Your goal: Return every line of the records that includes the string "Belvedere".

====

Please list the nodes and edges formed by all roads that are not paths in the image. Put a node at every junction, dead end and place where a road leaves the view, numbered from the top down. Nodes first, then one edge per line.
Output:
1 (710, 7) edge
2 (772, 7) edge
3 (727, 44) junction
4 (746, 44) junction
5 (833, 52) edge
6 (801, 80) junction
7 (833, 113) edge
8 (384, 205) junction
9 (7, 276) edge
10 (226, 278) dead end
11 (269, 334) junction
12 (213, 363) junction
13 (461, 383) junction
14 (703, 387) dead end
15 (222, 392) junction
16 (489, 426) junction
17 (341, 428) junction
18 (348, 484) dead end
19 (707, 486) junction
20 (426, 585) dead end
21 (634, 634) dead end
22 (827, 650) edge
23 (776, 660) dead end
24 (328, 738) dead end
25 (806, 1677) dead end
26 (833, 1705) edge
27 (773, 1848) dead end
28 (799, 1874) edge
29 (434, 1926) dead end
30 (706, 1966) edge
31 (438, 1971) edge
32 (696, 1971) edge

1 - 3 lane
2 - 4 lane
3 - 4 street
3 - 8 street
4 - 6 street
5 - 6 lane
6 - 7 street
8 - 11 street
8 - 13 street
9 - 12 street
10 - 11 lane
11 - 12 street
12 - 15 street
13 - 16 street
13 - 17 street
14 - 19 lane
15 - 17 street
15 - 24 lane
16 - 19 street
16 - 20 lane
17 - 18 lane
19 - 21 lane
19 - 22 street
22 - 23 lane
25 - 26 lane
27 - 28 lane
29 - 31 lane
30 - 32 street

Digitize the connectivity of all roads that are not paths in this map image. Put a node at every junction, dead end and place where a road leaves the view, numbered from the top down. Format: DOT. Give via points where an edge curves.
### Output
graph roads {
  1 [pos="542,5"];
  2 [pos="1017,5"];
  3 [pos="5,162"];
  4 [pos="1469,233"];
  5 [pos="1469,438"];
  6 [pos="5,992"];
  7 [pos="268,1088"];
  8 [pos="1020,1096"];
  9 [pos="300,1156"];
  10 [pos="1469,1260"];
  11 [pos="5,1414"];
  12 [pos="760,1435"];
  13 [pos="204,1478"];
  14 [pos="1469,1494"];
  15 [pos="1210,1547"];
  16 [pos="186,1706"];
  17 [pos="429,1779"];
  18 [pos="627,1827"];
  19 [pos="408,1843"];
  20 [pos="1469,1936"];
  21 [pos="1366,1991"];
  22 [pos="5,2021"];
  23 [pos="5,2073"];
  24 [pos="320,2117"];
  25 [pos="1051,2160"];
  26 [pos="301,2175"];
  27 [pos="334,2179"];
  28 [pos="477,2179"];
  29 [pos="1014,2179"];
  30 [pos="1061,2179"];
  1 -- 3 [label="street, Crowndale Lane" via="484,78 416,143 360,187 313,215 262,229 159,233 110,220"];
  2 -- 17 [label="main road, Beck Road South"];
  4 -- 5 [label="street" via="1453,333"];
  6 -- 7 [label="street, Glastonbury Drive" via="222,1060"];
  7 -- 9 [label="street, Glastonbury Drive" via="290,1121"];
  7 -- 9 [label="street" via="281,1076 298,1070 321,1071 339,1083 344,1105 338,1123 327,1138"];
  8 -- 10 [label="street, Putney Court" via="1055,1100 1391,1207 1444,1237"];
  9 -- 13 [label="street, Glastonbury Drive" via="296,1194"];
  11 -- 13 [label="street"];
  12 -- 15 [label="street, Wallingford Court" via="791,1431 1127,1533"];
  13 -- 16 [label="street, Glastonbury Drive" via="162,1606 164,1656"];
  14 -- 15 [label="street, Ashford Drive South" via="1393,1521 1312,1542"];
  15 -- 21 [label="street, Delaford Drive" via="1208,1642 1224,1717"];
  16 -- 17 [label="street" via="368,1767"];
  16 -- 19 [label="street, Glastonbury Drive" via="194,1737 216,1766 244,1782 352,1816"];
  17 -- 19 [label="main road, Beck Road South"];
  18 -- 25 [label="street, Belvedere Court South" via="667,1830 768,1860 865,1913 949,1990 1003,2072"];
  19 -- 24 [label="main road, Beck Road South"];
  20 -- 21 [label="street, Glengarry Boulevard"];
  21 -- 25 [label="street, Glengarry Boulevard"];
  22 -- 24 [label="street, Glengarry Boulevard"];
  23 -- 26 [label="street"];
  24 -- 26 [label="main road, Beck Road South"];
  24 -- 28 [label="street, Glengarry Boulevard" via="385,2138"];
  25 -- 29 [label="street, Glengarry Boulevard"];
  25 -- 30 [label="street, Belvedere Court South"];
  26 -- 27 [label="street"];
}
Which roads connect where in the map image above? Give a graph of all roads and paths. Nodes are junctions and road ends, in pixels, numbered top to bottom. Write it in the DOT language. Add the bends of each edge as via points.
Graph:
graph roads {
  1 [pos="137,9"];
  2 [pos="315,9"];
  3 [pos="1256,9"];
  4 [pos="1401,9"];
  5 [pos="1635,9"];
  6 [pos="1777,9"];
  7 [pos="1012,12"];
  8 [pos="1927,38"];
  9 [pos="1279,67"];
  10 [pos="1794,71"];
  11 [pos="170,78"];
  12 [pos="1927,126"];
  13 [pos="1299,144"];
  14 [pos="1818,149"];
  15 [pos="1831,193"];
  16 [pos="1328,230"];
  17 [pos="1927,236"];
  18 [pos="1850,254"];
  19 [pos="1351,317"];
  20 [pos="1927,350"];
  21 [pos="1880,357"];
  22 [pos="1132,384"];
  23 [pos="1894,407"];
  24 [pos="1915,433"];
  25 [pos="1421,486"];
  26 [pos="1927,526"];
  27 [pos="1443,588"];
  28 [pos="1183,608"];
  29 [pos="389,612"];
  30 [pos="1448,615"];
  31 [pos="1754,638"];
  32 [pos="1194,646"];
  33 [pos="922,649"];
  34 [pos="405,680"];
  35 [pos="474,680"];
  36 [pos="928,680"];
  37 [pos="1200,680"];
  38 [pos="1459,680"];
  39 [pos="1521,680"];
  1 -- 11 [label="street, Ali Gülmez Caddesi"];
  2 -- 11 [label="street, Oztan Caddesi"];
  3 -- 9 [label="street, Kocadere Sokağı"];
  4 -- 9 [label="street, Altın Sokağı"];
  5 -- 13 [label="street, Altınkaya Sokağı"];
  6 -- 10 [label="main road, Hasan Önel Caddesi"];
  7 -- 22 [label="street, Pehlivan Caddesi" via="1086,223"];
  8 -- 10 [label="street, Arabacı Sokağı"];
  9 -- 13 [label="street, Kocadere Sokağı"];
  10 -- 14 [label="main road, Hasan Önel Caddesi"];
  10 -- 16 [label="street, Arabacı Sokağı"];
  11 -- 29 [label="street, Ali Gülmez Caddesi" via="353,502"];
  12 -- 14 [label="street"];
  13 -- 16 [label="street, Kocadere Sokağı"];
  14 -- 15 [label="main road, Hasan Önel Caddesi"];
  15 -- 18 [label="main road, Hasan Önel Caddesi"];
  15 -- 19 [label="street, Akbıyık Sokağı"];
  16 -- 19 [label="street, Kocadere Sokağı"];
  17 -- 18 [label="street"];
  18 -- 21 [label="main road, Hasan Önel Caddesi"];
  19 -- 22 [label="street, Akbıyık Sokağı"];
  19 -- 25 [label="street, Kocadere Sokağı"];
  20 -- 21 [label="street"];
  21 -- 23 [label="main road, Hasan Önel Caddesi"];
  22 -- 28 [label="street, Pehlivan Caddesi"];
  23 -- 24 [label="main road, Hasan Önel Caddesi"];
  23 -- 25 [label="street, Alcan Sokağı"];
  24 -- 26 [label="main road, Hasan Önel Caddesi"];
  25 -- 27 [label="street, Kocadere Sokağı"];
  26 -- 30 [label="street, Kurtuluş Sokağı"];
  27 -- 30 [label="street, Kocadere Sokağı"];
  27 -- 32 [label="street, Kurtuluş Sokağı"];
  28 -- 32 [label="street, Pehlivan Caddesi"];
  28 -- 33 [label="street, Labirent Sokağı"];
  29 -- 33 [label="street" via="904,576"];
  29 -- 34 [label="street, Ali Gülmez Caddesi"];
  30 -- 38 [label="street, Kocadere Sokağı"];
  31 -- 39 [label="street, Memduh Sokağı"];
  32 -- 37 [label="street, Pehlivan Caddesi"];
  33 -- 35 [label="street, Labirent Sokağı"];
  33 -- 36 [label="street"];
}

====

Answer box:
  18 -- 25 [label="street, Belvedere Court South" via="667,1830 768,1860 865,1913 949,1990 1003,2072"];
  25 -- 30 [label="street, Belvedere Court South"];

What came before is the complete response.